** Opening Record extracts block **

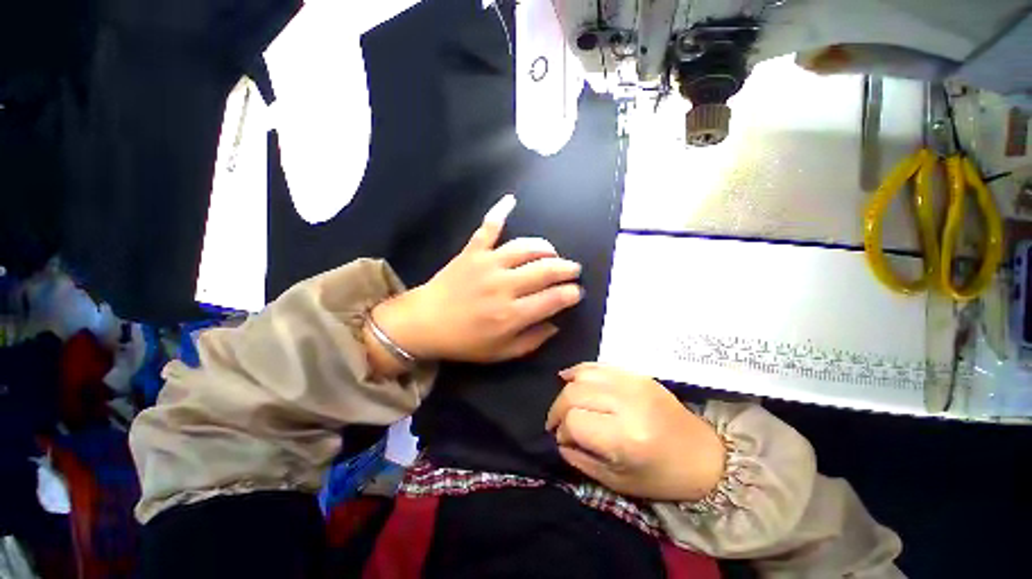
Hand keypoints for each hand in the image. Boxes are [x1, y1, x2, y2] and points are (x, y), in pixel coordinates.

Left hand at [373, 195, 582, 363]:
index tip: (577, 292)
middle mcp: (503, 286)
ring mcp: (487, 264)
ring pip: (525, 247)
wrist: (424, 323)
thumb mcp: (501, 352)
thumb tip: (556, 324)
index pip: (553, 299)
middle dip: (567, 268)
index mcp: (511, 314)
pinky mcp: (472, 252)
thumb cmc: (464, 342)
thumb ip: (532, 340)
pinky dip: (499, 212)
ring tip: (552, 253)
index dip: (571, 294)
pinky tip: (511, 200)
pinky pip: (488, 227)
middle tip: (574, 269)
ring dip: (545, 248)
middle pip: (545, 270)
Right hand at [546, 363, 725, 501]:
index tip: (562, 439)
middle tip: (558, 423)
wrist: (705, 455)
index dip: (562, 430)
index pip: (575, 421)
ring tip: (565, 404)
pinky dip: (580, 371)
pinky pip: (598, 365)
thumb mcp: (618, 481)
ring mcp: (633, 383)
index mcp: (626, 437)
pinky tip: (570, 378)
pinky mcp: (637, 374)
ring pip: (583, 375)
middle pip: (574, 393)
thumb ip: (581, 460)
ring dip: (567, 390)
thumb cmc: (663, 477)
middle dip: (558, 409)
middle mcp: (627, 403)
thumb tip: (560, 439)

** Closing Record extracts block **

Task to carry out: Go through the lines above and write each one out verbatim, skipping the pictures.

Task output:
Hand keypoints for each hand in the image. Boxes are [x1, y1, x2, y2] and points are (x, y), in pixel coordinates.

Left hand at [373, 195, 582, 363]:
index tip: (577, 292)
middle mcp: (503, 286)
ring mcp: (487, 264)
ring pip: (525, 247)
wrist: (424, 323)
thumb mcp: (501, 352)
thumb tip: (556, 324)
index pip: (553, 299)
middle dip: (567, 268)
index mcp: (511, 314)
pinky mcp: (472, 252)
thumb cmc: (464, 342)
thumb ip: (532, 340)
pinky dip: (499, 212)
ring tip: (552, 253)
index dip: (571, 294)
pinky tip: (511, 200)
pinky pip: (488, 227)
middle tip: (574, 269)
ring dip: (545, 248)
middle pip: (545, 270)
Right hand at [546, 363, 725, 501]:
index tip: (562, 439)
middle tip: (558, 423)
wrist: (705, 455)
index dip: (562, 430)
index pip: (575, 421)
ring tip: (565, 404)
pinky dip: (580, 371)
pinky pip: (598, 365)
thumb mcp: (618, 481)
ring mcp: (633, 383)
index mcp: (626, 437)
pinky tip: (570, 378)
pinky mcp: (637, 374)
ring pip: (583, 375)
middle pip: (574, 393)
thumb ip: (581, 460)
ring dip: (567, 390)
thumb cmc: (663, 477)
middle dip: (558, 409)
middle mcp: (627, 403)
thumb tip: (560, 439)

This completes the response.